It came in a Holyrood debate in which Highlands and Islands Conservative MSP Donald Cameron said the £15 million spent on attempts to prevent further landslips from blocking the notorious stretch of the A83 in Argyll had not worked.
He said 100,000 tonnes of debris was sitting above the road at risk of falling.
Mr Cameron said: “This is very threatening for a vast number of people.”
Highlands and Islands Labour MSP Rhoda Grant said: “What’s terrifying is the amount that’s unstable and is in danger of falling.
"I really do fear for this winter.”
Mr Dey said: “It is quite scary when you go there and see what has developed on the site, and the necessity of the work which has been done by the engineers.”
Mr Cameron said the estimated seven to ten years needed to build a replacement for the current A83 along the other side of Glen Croe must be shortened.
He said: “The short-term fixes that have been applied to attempt to make it safer and reliable simply have not worked.”
This has included a series of “catch pits” and heavy-duty fencing constructed beside the road to try to stop landslides reaching the carriageway.

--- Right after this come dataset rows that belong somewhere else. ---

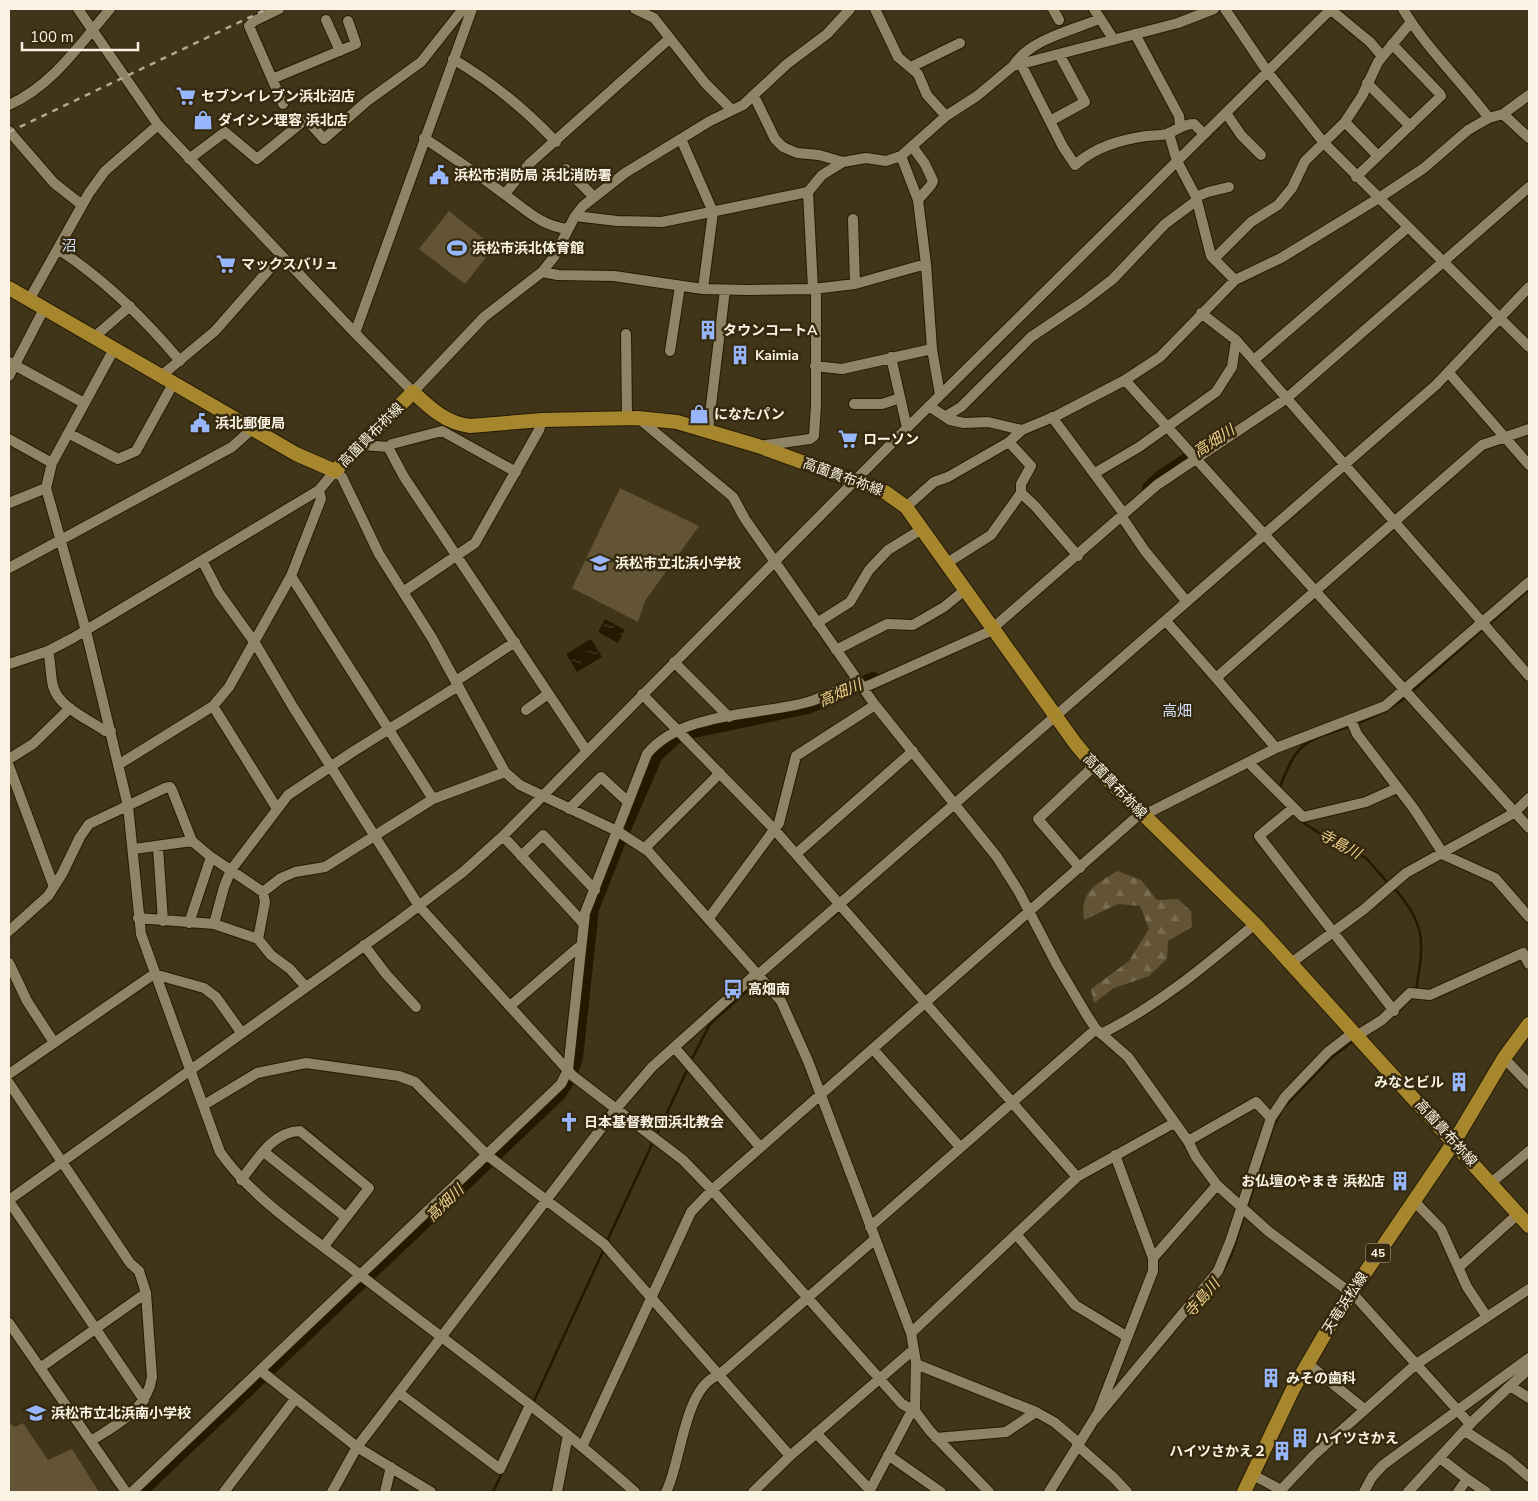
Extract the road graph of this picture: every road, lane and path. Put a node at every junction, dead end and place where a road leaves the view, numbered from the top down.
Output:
1 (78, 9) edge
2 (110, 9) edge
3 (279, 9) edge
4 (463, 9) edge
5 (472, 9) edge
6 (635, 9) edge
7 (850, 9) edge
8 (876, 9) edge
9 (1053, 9) edge
10 (1094, 9) edge
11 (1214, 9) edge
12 (1225, 9) edge
13 (1330, 9) edge
14 (1402, 9) edge
15 (1099, 19) junction
16 (326, 20) dead end
17 (348, 20) dead end
18 (1059, 20) dead end
19 (1411, 22) junction
20 (93, 32) junction
21 (1135, 34) junction
22 (669, 39) junction
23 (1114, 40) junction
24 (960, 43) dead end
25 (1392, 44) junction
26 (340, 50) junction
27 (1059, 54) junction
28 (1382, 56) junction
29 (453, 59) junction
30 (1017, 65) junction
31 (911, 67) junction
32 (1267, 71) junction
33 (272, 79) junction
34 (1367, 83) junction
35 (1529, 94) edge
36 (754, 96) junction
37 (283, 104) dead end
38 (9, 106) edge
39 (732, 110) junction
40 (1226, 113) junction
41 (1503, 114) junction
42 (946, 116) junction
43 (1489, 118) junction
44 (1050, 121) junction
45 (1345, 122) junction
46 (158, 125) junction
47 (1180, 125) junction
48 (1410, 126) junction
49 (1168, 134) junction
50 (1204, 134) junction
51 (11, 138) edge
52 (424, 138) junction
53 (1529, 138) edge
54 (681, 139) junction
55 (556, 142) junction
56 (1324, 143) junction
57 (912, 146) junction
58 (1261, 155) dead end
59 (901, 156) junction
60 (1378, 156) junction
61 (189, 160) junction
62 (1177, 161) junction
63 (843, 162) junction
64 (566, 169) dead end
65 (1356, 177) junction
66 (1229, 187) dead end
67 (1529, 187) edge
68 (808, 192) junction
69 (505, 194) junction
70 (594, 197) junction
71 (1379, 198) junction
72 (1196, 199) junction
73 (918, 200) junction
74 (82, 205) junction
75 (713, 212) junction
76 (575, 216) junction
77 (853, 219) dead end
78 (1408, 228) junction
79 (568, 229) junction
80 (58, 249) junction
81 (281, 256) junction
82 (1214, 260) junction
83 (1442, 262) junction
84 (926, 264) junction
85 (542, 272) junction
86 (1235, 280) junction
87 (855, 284) junction
88 (680, 286) junction
89 (9, 288) edge
90 (814, 288) junction
91 (1529, 288) edge
92 (703, 289) junction
93 (725, 290) junction
94 (29, 300) junction
95 (130, 306) junction
96 (44, 309) junction
97 (1201, 313) junction
98 (1500, 319) junction
99 (355, 333) junction
100 (626, 334) dead end
101 (93, 338) junction
102 (1236, 340) junction
103 (1529, 347) edge
104 (932, 349) junction
105 (114, 350) junction
106 (670, 351) dead end
107 (891, 357) junction
108 (1254, 360) junction
109 (180, 361) junction
110 (12, 364) edge
111 (815, 366) junction
112 (1449, 373) junction
113 (9, 376) edge
114 (167, 380) junction
115 (1125, 380) junction
116 (413, 392) junction
117 (940, 395) junction
118 (1285, 396) junction
119 (900, 398) junction
120 (84, 403) junction
121 (854, 404) dead end
122 (929, 406) junction
123 (946, 416) junction
124 (1052, 417) junction
125 (632, 418) junction
126 (542, 420) junction
127 (907, 428) junction
128 (1167, 428) junction
129 (252, 429) junction
130 (1529, 429) edge
131 (708, 430) junction
132 (1022, 430) junction
133 (68, 433) junction
134 (1505, 438) junction
135 (9, 439) edge
136 (1010, 442) junction
137 (363, 445) junction
138 (758, 446) junction
139 (388, 447) junction
140 (1193, 456) junction
141 (52, 463) junction
142 (1346, 465) junction
143 (1529, 465) edge
144 (335, 471) junction
145 (516, 472) junction
146 (1095, 473) junction
147 (856, 481) junction
148 (46, 488) junction
149 (319, 490) junction
150 (1021, 493) junction
151 (9, 503) edge
152 (906, 507) junction
153 (1123, 513) junction
154 (1395, 522) junction
155 (922, 529) junction
156 (1264, 536) junction
157 (60, 540) junction
158 (1076, 554) junction
159 (457, 556) junction
160 (775, 561) junction
161 (203, 562) junction
162 (947, 564) junction
163 (9, 568) edge
164 (291, 576) junction
165 (1529, 582) edge
166 (966, 590) junction
167 (404, 592) junction
168 (1315, 592) junction
169 (1187, 602) junction
170 (1166, 621) junction
171 (1483, 622) junction
172 (818, 623) junction
173 (994, 628) junction
174 (86, 631) junction
175 (255, 642) junction
176 (515, 642) junction
177 (48, 650) junction
178 (836, 650) junction
179 (674, 662) junction
180 (9, 664) edge
181 (1529, 676) edge
182 (1216, 678) junction
183 (457, 683) junction
184 (860, 684) junction
185 (1404, 690) junction
186 (548, 694) junction
187 (642, 694) junction
188 (875, 704) junction
189 (213, 706) junction
190 (70, 708) junction
191 (526, 710) dead end
192 (729, 717) junction
193 (1057, 718) junction
194 (1353, 724) junction
195 (388, 729) junction
196 (677, 729) junction
197 (111, 731) junction
198 (1276, 748) junction
199 (586, 750) junction
200 (913, 751) junction
201 (9, 759) edge
202 (1249, 763) junction
203 (118, 765) junction
204 (9, 766) edge
205 (331, 766) junction
206 (1094, 766) junction
207 (505, 772) junction
208 (720, 773) junction
209 (1397, 788) junction
210 (541, 796) junction
211 (1529, 798) edge
212 (433, 799) junction
213 (628, 802) junction
214 (955, 804) junction
215 (128, 806) junction
216 (276, 807) junction
217 (569, 809) junction
218 (1291, 810) junction
219 (1141, 813) junction
220 (1514, 813) junction
221 (1529, 828) edge
222 (774, 829) junction
223 (617, 831) junction
224 (374, 835) junction
225 (503, 836) junction
226 (192, 841) junction
227 (158, 847) junction
228 (645, 848) junction
229 (134, 849) junction
230 (1442, 852) junction
231 (796, 854) junction
232 (521, 856) junction
233 (211, 857) junction
234 (1080, 868) junction
235 (231, 870) junction
236 (54, 887) junction
237 (595, 890) junction
238 (263, 892) junction
239 (840, 905) junction
240 (419, 906) junction
241 (1030, 912) junction
242 (1529, 916) edge
243 (138, 918) junction
244 (709, 918) junction
245 (163, 921) junction
246 (189, 923) junction
247 (214, 924) junction
248 (584, 924) junction
249 (1255, 924) junction
250 (9, 931) edge
251 (1333, 931) junction
252 (258, 939) junction
253 (364, 945) junction
254 (581, 945) junction
255 (9, 963) edge
256 (1291, 963) junction
257 (1529, 964) edge
258 (154, 974) junction
259 (760, 976) junction
260 (306, 987) junction
261 (926, 1004) junction
262 (510, 1006) junction
263 (416, 1007) dead end
264 (1394, 1011) junction
265 (1529, 1024) edge
266 (1099, 1031) junction
267 (241, 1032) junction
268 (1356, 1034) junction
269 (53, 1041) junction
270 (675, 1048) junction
271 (873, 1049) junction
272 (1504, 1058) junction
273 (190, 1070) junction
274 (570, 1073) junction
275 (9, 1074) edge
276 (9, 1084) edge
277 (1529, 1084) edge
278 (820, 1095) junction
279 (1012, 1103) junction
280 (204, 1105) junction
281 (616, 1109) junction
282 (1271, 1118) junction
283 (1174, 1123) junction
284 (1188, 1141) junction
285 (1454, 1142) junction
286 (760, 1147) junction
287 (960, 1147) junction
288 (1529, 1151) edge
289 (264, 1152) junction
290 (1115, 1155) junction
291 (490, 1157) junction
292 (62, 1162) junction
293 (1077, 1176) junction
294 (241, 1180) junction
295 (1491, 1183) junction
296 (1217, 1185) junction
297 (712, 1190) junction
298 (9, 1201) edge
299 (545, 1201) junction
300 (1414, 1201) junction
301 (1245, 1210) junction
302 (1518, 1214) junction
303 (344, 1219) junction
304 (1529, 1226) edge
305 (870, 1227) junction
306 (1016, 1234) junction
307 (875, 1239) junction
308 (324, 1246) junction
309 (1152, 1258) junction
310 (1459, 1267) junction
311 (364, 1278) junction
312 (1529, 1289) edge
313 (146, 1293) junction
314 (1351, 1293) junction
315 (652, 1297) junction
316 (806, 1297) junction
317 (1487, 1317) junction
318 (9, 1323) edge
319 (96, 1328) junction
320 (911, 1333) junction
321 (1126, 1336) junction
322 (442, 1337) junction
323 (913, 1350) junction
324 (1529, 1358) edge
325 (1307, 1363) junction
326 (916, 1364) junction
327 (1415, 1365) junction
328 (40, 1368) junction
329 (1529, 1369) edge
330 (263, 1374) junction
331 (719, 1375) junction
332 (880, 1379) junction
333 (1510, 1386) junction
334 (399, 1393) junction
335 (1529, 1398) edge
336 (295, 1399) junction
337 (144, 1400) junction
338 (530, 1405) junction
339 (1364, 1409) junction
340 (1456, 1411) junction
341 (914, 1412) junction
342 (1036, 1412) junction
343 (1095, 1419) junction
344 (1468, 1428) junction
345 (816, 1433) junction
346 (568, 1434) junction
347 (936, 1438) junction
348 (91, 1441) junction
349 (582, 1445) junction
350 (1080, 1446) junction
351 (357, 1447) junction
352 (888, 1455) junction
353 (790, 1456) junction
354 (1440, 1458) junction
355 (391, 1468) junction
356 (1253, 1475) junction
357 (1529, 1477) edge
358 (1467, 1480) junction
359 (869, 1491) edge
360 (1284, 1491) edge
361 (126, 1492) edge
362 (132, 1492) edge
363 (224, 1492) edge
364 (332, 1492) edge
365 (385, 1492) edge
366 (431, 1492) edge
367 (557, 1492) edge
368 (636, 1492) edge
369 (666, 1492) edge
370 (753, 1492) edge
371 (941, 1492) edge
372 (988, 1492) edge
373 (1048, 1492) edge
374 (1127, 1492) edge
375 (1244, 1492) edge
376 (1364, 1492) edge
377 (1408, 1492) edge
378 (1458, 1492) edge
379 (1486, 1492) edge

1 - 20 street
2 - 20 street
3 - 33 street
4 - 61 street
5 - 29 street
6 - 22 street
7 - 36 street
8 - 31 street
9 - 18 street
10 - 15 street
11 - 21 street
12 - 32 street
13 - 28 street
13 - 32 street
14 - 19 street
15 - 23 street
15 - 30 street
16 - 26 street
17 - 26 street
19 - 25 street
19 - 43 street
20 - 38 street
20 - 46 street
21 - 23 street
21 - 47 street
22 - 39 street
22 - 55 street
23 - 27 street
24 - 31 street
25 - 28 street
25 - 48 street
26 - 33 street
27 - 30 street
27 - 44 street
28 - 34 street
29 - 52 street
29 - 55 street
30 - 42 street
30 - 44 street
31 - 42 street
32 - 40 street
32 - 56 street
33 - 37 street
34 - 45 street
34 - 48 street
35 - 41 street
36 - 39 street
36 - 63 street
39 - 54 street
40 - 50 street
40 - 58 street
41 - 43 street
41 - 53 street
42 - 57 street
43 - 71 street
44 - 49 street
45 - 56 street
45 - 60 street
46 - 61 street
46 - 74 street
47 - 49 street
47 - 50 street
48 - 60 street
49 - 62 street
50 - 62 street
51 - 74 street
52 - 69 street
52 - 99 street
54 - 70 street
54 - 75 street
55 - 69 street
56 - 65 street
56 - 82 street
57 - 59 street
57 - 73 street
59 - 63 street
59 - 73 street
60 - 65 street
61 - 81 street
62 - 72 street
62 - 117 street
63 - 68 street
64 - 70 street
65 - 71 street
66 - 72 street
67 - 83 street
68 - 75 street
68 - 90 street
69 - 79 street
70 - 76 street
71 - 78 street
71 - 86 street
72 - 82 street
72 - 123 street
73 - 84 street
74 - 80 street
75 - 76 street
75 - 92 street
76 - 79 street
77 - 87 street
78 - 83 street
78 - 108 street
79 - 85 street
80 - 94 street
80 - 95 street
81 - 99 street
81 - 109 street
82 - 86 street
83 - 98 street
83 - 118 street
84 - 87 street
84 - 104 street
85 - 88 street
85 - 116 street
86 - 97 street
87 - 90 street
88 - 92 street
88 - 106 street
89 - 94 main road, 高薗貴布祢線
90 - 93 street
90 - 111 street
91 - 98 street
92 - 93 street
93 - 131 street
94 - 96 main road, 高薗貴布祢線
95 - 101 street
95 - 109 street
96 - 101 main road, 高薗貴布祢線
96 - 110 street
97 - 102 street
97 - 115 street
98 - 103 street
98 - 112 street
99 - 116 street
100 - 125 street
101 - 105 main road, 高薗貴布祢線
102 - 108 street
102 - 128 street
104 - 107 street
104 - 117 street
105 - 114 main road, 高薗貴布祢線
105 - 120 street
107 - 111 street
107 - 119 street
108 - 118 street
109 - 114 street
110 - 113 street
110 - 120 street
111 - 138 street
112 - 134 street
112 - 142 street
114 - 129 main road, 高薗貴布祢線
114 - 133 street
115 - 124 street
115 - 128 street
116 - 126 main road, 高薗貴布祢線
116 - 137 main road, 高薗貴布祢線
117 - 122 street
118 - 140 street
118 - 142 street
119 - 121 street
119 - 127 street
120 - 133 street
122 - 123 street
122 - 127 street
123 - 132 street
124 - 132 street
124 - 146 street
125 - 126 main road, 高薗貴布祢線
125 - 131 main road, 高薗貴布祢線
125 - 160 street
126 - 145 street
127 - 147 street
128 - 140 street
128 - 146 street
129 - 144 main road, 高薗貴布祢線
129 - 157 street
130 - 134 street
131 - 138 main road, 高薗貴布祢線
132 - 136 street
133 - 141 street
134 - 143 street
134 - 154 street
135 - 141 street
136 - 150 street
136 - 152 street
137 - 139 street
137 - 144 main road, 高薗貴布祢線
138 - 147 main road, 高薗貴布祢線
139 - 145 street
139 - 159 street
140 - 153 street
140 - 156 street
141 - 148 street
142 - 154 street
142 - 156 street
144 - 149 street
144 - 167 street
145 - 159 street
146 - 153 street
147 - 152 main road, 高薗貴布祢線
147 - 160 street
148 - 151 street
148 - 157 street
149 - 161 street
149 - 164 street
150 - 158 street
150 - 162 street
152 - 155 main road, 高薗貴布祢線
153 - 158 street
153 - 169 street
154 - 168 street
154 - 171 street
155 - 162 main road, 高薗貴布祢線
155 - 172 street
156 - 168 street
156 - 169 street
157 - 163 street
157 - 174 street
158 - 173 street
159 - 167 street
159 - 176 street
160 - 172 street
160 - 179 street
161 - 174 street
161 - 175 street
162 - 166 main road, 高薗貴布祢線
164 - 175 street
164 - 195 street
165 - 171 street
166 - 173 main road, 高薗貴布祢線
166 - 178 street
167 - 183 street
168 - 182 street
168 - 185 street
169 - 170 street
170 - 182 street
170 - 193 street
171 - 181 street
171 - 185 street
172 - 178 street
173 - 184 street
173 - 193 main road, 高薗貴布祢線
174 - 177 street
174 - 197 street
175 - 189 street
175 - 205 street
176 - 183 street
176 - 186 street
177 - 180 street
177 - 190 street
178 - 184 street
179 - 187 street
179 - 192 street
182 - 198 street
183 - 195 street
183 - 207 street
184 - 188 street
184 - 192 street
185 - 194 street
185 - 220 street
186 - 191 street
186 - 199 street
187 - 196 street
187 - 199 street
188 - 200 street
188 - 222 street
189 - 203 street
189 - 216 street
190 - 197 street
190 - 201 street
192 - 196 street
193 - 206 main road, 高薗貴布祢線
193 - 214 street
194 - 198 street
194 - 209 street
195 - 205 street
195 - 212 street
196 - 208 street
196 - 213 street
197 - 203 street
198 - 202 street
199 - 210 street
200 - 214 street
200 - 231 street
202 - 218 street
202 - 219 street
203 - 215 street
204 - 236 street
205 - 216 street
205 - 224 street
206 - 219 main road, 高薗貴布祢線
206 - 234 street
207 - 210 street
207 - 212 street
208 - 222 street
208 - 228 street
209 - 218 street
209 - 230 street
210 - 217 street
210 - 225 street
211 - 220 street
212 - 224 street
213 - 217 street
213 - 223 street
214 - 239 street
214 - 241 street
215 - 226 street
215 - 229 street
215 - 236 street
216 - 235 street
217 - 223 street
218 - 251 street
219 - 234 street
219 - 249 main road, 高薗貴布祢線
220 - 221 street
220 - 230 street
222 - 231 street
222 - 244 street
223 - 228 street
223 - 237 street
224 - 238 street
224 - 240 street
225 - 232 street
225 - 240 street
226 - 227 street
226 - 233 street
227 - 229 street
227 - 245 street
228 - 244 street
229 - 243 street
230 - 242 street
230 - 251 street
231 - 239 street
232 - 237 street
232 - 248 street
233 - 235 street
233 - 246 street
234 - 241 street
235 - 238 street
235 - 247 street
236 - 250 street
237 - 248 street
238 - 252 street
239 - 259 street
239 - 261 street
240 - 253 street
240 - 262 street
241 - 261 street
241 - 266 street
243 - 245 street
243 - 258 street
244 - 259 street
245 - 246 street
246 - 247 street
247 - 252 street
248 - 254 street
249 - 256 main road, 高薗貴布祢線
249 - 266 street
251 - 256 street
251 - 264 street
252 - 260 street
253 - 260 street
253 - 263 street
254 - 262 street
254 - 274 street
255 - 269 street
256 - 268 main road, 高薗貴布祢線
257 - 264 street
258 - 267 street
258 - 269 street
258 - 273 street
259 - 270 street
259 - 278 street
260 - 267 street
261 - 271 street
261 - 279 street
262 - 274 street
264 - 268 street
265 - 272 main road, 天竜浜松線 / 45
266 - 279 street
266 - 283 street
267 - 273 street
268 - 282 street
268 - 285 main road, 高薗貴布祢線
269 - 275 street
270 - 281 street
270 - 286 street
271 - 278 street
271 - 287 street
272 - 277 street
272 - 285 main road, 天竜浜松線 / 45
273 - 280 street
273 - 292 street
274 - 281 street
274 - 291 street
276 - 292 street
278 - 286 street
278 - 305 street
279 - 287 street
279 - 293 street
280 - 291 street
280 - 294 street
281 - 297 street
281 - 299 street
282 - 284 street
282 - 301 street
283 - 284 street
283 - 290 street
284 - 296 street
285 - 295 main road, 高薗貴布祢線
285 - 300 main road, 天竜浜松線 / 45
286 - 297 street
287 - 305 street
288 - 295 street
289 - 294 street
289 - 303 street
289 - 303 street
290 - 293 street
290 - 309 street
291 - 299 street
291 - 311 street
292 - 298 street
292 - 313 street
293 - 306 street
294 - 308 street
295 - 302 main road, 高薗貴布祢線
296 - 301 street
296 - 309 street
297 - 315 street
297 - 316 street
298 - 319 street
299 - 315 street
299 - 322 street
300 - 310 street
300 - 314 main road, 天竜浜松線 / 45
301 - 314 street
301 - 343 street
302 - 304 main road, 高薗貴布祢線
302 - 310 street
303 - 308 street
305 - 307 street
306 - 320 street
306 - 321 street
307 - 316 street
307 - 320 street
308 - 311 street
309 - 321 street
310 - 317 street
311 - 322 street
311 - 330 street
312 - 317 street
313 - 319 street
313 - 337 street
314 - 325 main road, 天竜浜松線 / 45
314 - 327 street
315 - 331 street
315 - 349 street
316 - 331 street
316 - 332 street
317 - 327 street
318 - 328 street
319 - 328 street
319 - 337 street
320 - 323 street
321 - 343 street
322 - 334 street
322 - 338 street
323 - 326 street
323 - 332 street
324 - 340 street
325 - 339 street
325 - 356 main road, 天竜浜松線 / 45
326 - 341 street
326 - 342 street
327 - 339 street
327 - 340 street
328 - 348 street
329 - 333 street
330 - 336 street
330 - 362 street
331 - 353 street
331 - 369 street
332 - 341 street
332 - 345 street
333 - 335 street
333 - 344 street
334 - 338 street
334 - 351 street
336 - 351 street
336 - 363 street
337 - 348 street
338 - 346 street
339 - 360 street
340 - 344 street
340 - 376 street
341 - 347 street
341 - 352 street
342 - 347 street
342 - 350 street
343 - 350 street
344 - 354 street
344 - 357 street
345 - 353 street
345 - 359 street
346 - 349 street
346 - 367 street
347 - 372 street
348 - 361 street
349 - 368 street
350 - 373 street
350 - 374 street
351 - 355 street
351 - 364 street
352 - 359 street
352 - 371 street
353 - 370 street
354 - 358 street
354 - 377 street
355 - 365 street
355 - 366 street
356 - 360 street
356 - 375 main road, 天竜浜松線 / 45
358 - 378 street
358 - 379 street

Mr Cameron said: “There is a broad acknowledgement that in the event of some of the worst landslips that we have seen, even these mitigation measures simply won’t prevent the road from closing.”
He also called for faster short-term measures, such as upgrading a forestry track as an alternative route because the current emergency diversion route on the Old Military Road below the A83 had also been closed in some landslides.
The MSP said residents could not wait ten years, with businesses suffering hugely when the road was shut.
He said dairy farms transporting milk were “massively affected” by the lengthy detour involved and Argyll bus operator West Coast Motors had increased its mileage by 175,000 a year.
Highlands and Islands MSP Jenni Minto, who described the A83 as a “strategic lifeline route”, said the two-and-a-half hour journey between Tarbert and Glasgow was increased by two and half times if drivers had to take an alternative route involving ferries.
Mr Dey said the Rest and Be Thankful was “one of the biggest engineering challenges in Scotland” because of its location.
However, he said the correct statutory processes for a new road must be followed to avoid the risk of a legal challenge delaying the project if “someone picks a hole in the process followed”.
The minister said a “resilient route”, which could be based on the Old Military Road or forestry track, would be built ahead of the new road.
However, he said it must be based on sound engineering and there was evidence of landslides on the other side of the glen too.
The precise route of the replacement A83 has yet to be determined and could include viaducts and tunnels, at an estimated cost of between £268m and £860m.